Selama 16 tahun pasca Soeharto, pemilu telah menjelma menjadi ajang kontestasi yang ketat, sengit, dan memakan tenaga serta biaya yang tidak sedikit. Kekurangan dan penyimpangan pada pelaksanaan pemilu langsung, baik legislatif maupun eksekutif nasional dan daerah, berlangsung semakin rumit dan masif. Sistem pemilu menjadi fokus perhatian yang kerap dibongkar pasang; salah satunya, adalah pemilihan kepala daerah yang dipandang masih belum ideal. Pemikiran untuk mengevaluasi sistem pemilu langsung untuk Kepala Daerah, telah menjadi diskursus beberapa tahun terakhir. Hanya saja, eskalasinya memuncak pada kuartal ketiga tahun 2014, pasca dilangsungkannya pemilihan Presiden. Perdebatan memuncak menjelang penetapan RUU Pilkada dipenghujung masa bakti DPR periode 2009-2014. Blok mayoritas di DPR (dan juga pemerintah), mengusung gagasan pemilihan Walikota dan Bupati dikembalikan ke tangan DPRD. Sontak penolakan datang dari partai-partai yang berkoalisi mengusung Jokowi-JK pada pilpres lalu dan juga organisasi non pemerintah.

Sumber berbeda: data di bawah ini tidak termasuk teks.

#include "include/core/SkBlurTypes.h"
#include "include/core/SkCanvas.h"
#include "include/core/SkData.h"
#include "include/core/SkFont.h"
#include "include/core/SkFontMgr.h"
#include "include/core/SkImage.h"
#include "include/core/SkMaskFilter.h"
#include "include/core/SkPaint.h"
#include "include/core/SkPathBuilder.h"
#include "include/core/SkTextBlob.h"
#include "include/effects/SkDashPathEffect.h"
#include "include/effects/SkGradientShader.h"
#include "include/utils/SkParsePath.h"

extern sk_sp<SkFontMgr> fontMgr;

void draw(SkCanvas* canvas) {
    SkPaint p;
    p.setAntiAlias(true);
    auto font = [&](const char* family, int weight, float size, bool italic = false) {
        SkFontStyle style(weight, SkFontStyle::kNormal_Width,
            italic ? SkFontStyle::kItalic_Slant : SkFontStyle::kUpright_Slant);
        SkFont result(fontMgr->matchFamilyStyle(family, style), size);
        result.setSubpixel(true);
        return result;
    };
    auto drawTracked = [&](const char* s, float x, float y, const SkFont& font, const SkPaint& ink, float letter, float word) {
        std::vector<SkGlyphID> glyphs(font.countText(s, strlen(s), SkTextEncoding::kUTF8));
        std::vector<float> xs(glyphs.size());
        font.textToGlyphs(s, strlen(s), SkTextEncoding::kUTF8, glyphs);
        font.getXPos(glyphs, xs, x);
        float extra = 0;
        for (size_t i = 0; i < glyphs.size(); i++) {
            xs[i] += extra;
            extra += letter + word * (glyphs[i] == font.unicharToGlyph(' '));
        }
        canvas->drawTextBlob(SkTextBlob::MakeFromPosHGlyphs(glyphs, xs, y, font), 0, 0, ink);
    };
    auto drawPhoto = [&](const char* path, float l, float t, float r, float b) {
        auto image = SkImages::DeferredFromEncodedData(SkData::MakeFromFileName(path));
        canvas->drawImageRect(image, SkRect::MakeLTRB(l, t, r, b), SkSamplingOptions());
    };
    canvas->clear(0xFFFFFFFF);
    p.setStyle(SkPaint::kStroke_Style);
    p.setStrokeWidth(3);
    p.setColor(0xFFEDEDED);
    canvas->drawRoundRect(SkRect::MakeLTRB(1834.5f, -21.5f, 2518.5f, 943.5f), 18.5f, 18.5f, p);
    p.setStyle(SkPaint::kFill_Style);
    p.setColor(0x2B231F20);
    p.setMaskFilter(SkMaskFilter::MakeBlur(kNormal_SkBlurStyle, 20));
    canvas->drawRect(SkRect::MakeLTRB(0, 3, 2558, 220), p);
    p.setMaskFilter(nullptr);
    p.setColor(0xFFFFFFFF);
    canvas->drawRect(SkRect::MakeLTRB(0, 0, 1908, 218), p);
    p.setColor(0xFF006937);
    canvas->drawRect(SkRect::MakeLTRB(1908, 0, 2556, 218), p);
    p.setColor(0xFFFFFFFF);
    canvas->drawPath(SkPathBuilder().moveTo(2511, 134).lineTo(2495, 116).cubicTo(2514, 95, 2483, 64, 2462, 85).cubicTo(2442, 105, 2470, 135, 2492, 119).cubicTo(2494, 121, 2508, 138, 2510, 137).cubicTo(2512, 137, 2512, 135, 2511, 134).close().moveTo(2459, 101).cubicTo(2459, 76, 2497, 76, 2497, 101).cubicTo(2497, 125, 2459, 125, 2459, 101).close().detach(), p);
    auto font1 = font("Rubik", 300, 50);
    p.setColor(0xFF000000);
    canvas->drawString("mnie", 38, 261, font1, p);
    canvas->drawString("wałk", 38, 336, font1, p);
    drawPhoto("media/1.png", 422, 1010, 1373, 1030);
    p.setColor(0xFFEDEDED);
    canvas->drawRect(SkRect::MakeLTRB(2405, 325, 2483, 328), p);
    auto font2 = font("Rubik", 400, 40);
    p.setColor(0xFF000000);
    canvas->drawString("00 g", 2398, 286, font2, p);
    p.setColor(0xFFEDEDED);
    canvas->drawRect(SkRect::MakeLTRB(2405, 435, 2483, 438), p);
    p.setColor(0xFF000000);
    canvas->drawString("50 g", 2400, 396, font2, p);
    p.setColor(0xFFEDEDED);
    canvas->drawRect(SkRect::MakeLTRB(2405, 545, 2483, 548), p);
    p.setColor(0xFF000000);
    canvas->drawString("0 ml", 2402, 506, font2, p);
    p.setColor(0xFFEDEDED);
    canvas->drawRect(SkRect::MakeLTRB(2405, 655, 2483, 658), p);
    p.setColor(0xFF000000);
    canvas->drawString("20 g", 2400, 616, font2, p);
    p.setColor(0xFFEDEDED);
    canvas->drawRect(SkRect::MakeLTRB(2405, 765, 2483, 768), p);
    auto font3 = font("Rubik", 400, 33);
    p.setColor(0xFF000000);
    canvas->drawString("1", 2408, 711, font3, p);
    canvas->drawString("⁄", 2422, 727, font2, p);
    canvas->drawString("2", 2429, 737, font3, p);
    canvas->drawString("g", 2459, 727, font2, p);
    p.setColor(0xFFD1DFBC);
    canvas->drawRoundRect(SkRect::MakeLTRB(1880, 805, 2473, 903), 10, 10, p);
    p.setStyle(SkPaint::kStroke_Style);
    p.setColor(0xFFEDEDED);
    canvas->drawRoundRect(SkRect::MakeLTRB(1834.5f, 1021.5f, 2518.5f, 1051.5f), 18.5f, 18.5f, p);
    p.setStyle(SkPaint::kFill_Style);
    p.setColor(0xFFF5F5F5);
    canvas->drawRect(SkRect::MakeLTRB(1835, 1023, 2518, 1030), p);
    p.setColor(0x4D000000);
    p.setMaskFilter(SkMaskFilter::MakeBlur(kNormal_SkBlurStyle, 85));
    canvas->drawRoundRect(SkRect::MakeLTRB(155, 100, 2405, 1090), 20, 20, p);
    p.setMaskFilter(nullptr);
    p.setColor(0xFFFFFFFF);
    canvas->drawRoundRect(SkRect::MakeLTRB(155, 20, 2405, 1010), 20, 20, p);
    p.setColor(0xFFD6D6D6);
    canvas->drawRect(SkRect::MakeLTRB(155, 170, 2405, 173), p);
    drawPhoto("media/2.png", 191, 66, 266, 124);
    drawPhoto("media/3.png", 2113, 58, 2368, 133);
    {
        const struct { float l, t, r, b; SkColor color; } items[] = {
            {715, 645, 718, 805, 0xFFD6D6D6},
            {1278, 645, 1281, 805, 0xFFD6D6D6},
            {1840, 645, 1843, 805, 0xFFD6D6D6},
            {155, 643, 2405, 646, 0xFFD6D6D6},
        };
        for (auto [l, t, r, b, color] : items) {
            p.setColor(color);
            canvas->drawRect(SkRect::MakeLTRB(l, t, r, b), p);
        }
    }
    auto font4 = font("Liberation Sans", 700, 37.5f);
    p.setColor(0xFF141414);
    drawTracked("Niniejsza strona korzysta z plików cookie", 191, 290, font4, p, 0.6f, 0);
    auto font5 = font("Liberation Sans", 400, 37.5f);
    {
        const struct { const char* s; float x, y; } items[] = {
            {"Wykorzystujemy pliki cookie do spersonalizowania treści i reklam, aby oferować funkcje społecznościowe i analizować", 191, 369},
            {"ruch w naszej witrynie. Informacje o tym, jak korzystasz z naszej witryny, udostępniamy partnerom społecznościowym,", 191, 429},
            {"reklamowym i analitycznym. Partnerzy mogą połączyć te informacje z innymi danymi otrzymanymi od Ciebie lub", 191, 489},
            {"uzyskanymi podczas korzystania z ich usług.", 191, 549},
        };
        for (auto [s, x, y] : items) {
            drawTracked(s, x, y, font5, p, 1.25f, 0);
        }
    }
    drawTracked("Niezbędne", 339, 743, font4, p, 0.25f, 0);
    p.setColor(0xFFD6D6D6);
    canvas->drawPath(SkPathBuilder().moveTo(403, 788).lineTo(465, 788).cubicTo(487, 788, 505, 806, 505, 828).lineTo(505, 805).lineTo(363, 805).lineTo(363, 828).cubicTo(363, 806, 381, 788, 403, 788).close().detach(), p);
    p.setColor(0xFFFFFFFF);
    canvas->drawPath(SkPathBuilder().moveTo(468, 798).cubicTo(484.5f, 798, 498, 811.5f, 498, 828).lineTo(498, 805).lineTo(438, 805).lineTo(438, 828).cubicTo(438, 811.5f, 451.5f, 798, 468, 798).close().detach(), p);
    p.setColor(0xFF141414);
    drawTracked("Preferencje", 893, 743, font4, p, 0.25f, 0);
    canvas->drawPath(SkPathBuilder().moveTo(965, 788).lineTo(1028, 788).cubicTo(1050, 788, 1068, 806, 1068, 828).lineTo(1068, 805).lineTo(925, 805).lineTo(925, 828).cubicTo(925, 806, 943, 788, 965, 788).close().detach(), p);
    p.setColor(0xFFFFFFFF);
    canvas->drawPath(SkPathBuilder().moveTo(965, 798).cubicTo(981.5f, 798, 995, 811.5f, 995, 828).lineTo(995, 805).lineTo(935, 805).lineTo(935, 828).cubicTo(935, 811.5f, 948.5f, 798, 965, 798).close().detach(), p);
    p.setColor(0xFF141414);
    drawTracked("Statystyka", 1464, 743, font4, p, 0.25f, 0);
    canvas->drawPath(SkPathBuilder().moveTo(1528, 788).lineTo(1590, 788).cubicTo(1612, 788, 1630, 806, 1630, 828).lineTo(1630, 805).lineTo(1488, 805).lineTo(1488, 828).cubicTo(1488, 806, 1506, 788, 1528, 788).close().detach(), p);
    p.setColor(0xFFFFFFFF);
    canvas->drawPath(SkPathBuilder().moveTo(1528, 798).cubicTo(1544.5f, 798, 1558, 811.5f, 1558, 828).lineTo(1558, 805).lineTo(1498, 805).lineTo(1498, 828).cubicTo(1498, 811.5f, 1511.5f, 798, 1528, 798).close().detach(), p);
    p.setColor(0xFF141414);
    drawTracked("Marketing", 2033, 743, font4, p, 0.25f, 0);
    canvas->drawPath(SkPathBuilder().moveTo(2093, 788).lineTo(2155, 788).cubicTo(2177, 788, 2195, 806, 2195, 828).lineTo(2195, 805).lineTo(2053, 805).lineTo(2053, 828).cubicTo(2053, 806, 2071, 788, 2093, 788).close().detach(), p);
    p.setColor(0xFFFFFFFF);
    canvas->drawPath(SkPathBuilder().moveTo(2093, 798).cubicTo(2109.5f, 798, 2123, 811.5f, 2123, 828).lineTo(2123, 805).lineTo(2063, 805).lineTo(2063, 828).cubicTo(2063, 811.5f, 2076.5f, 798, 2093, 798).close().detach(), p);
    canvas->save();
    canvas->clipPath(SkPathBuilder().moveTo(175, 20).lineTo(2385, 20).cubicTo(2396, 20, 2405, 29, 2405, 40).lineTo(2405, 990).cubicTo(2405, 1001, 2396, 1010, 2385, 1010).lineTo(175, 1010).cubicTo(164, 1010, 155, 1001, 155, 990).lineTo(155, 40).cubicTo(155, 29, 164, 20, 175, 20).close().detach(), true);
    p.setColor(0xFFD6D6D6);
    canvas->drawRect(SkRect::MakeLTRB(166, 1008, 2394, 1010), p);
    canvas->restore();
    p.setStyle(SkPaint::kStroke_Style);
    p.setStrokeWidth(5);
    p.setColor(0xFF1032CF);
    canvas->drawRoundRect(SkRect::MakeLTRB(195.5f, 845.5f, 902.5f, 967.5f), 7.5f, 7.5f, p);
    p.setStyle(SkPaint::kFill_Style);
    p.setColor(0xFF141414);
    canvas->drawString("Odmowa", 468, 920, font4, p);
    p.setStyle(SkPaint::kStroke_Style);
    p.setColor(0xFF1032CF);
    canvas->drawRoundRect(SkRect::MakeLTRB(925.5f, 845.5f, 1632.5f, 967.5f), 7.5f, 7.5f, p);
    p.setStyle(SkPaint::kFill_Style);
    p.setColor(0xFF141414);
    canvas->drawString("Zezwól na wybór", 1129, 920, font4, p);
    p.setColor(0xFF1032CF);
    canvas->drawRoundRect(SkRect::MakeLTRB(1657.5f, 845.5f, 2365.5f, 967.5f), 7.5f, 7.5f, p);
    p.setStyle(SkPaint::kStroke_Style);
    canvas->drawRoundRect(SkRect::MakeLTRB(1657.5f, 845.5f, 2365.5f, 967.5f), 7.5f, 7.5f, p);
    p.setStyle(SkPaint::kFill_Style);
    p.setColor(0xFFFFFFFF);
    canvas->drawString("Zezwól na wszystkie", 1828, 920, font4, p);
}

Beragam alasan dikemukakan oleh kedua kubu. Inti perdebatan pada efek demokratisasi dari pemiihan langsung jika dibandingkan mekanisme tidak lagsung, terpasungnya hak politik warga, efisiensi biaya pemilukada, potensi konflik pasca pemungutan dan perhitungan suara, dan banyaknya kepala daerah yang terpilih secara langsung ternyata terlibat dalam skandal korupsi. Di tengah meruncingnya perdebatan ‘untung-rugi’nya pemilihan langsung dan tidak langsung, ada usulan ‘jalan tengah’ seperti yang diutarakan oleh Miko Kamal dengan ‘model Jakarta’nya.[1]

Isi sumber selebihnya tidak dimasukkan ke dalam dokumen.